*** Records supplied Section Begins ***
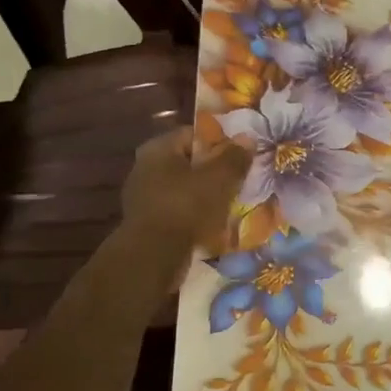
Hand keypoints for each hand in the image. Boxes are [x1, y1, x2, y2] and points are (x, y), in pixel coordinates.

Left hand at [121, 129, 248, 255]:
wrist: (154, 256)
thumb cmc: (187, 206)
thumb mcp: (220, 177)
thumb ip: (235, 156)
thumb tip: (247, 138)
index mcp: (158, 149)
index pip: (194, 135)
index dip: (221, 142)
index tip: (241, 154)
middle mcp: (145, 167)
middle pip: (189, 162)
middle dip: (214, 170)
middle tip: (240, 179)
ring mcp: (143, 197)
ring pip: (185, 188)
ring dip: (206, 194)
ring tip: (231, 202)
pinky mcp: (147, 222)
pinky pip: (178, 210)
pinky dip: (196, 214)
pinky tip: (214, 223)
*** Records supplied Section Ends ***
Your goal —
Would you copy out each line of the records above where the word "thumb" occurs?

Exercise answer —
thumb cmc: (187, 206)
thumb mcp: (220, 177)
thumb ip: (235, 156)
thumb tip: (247, 138)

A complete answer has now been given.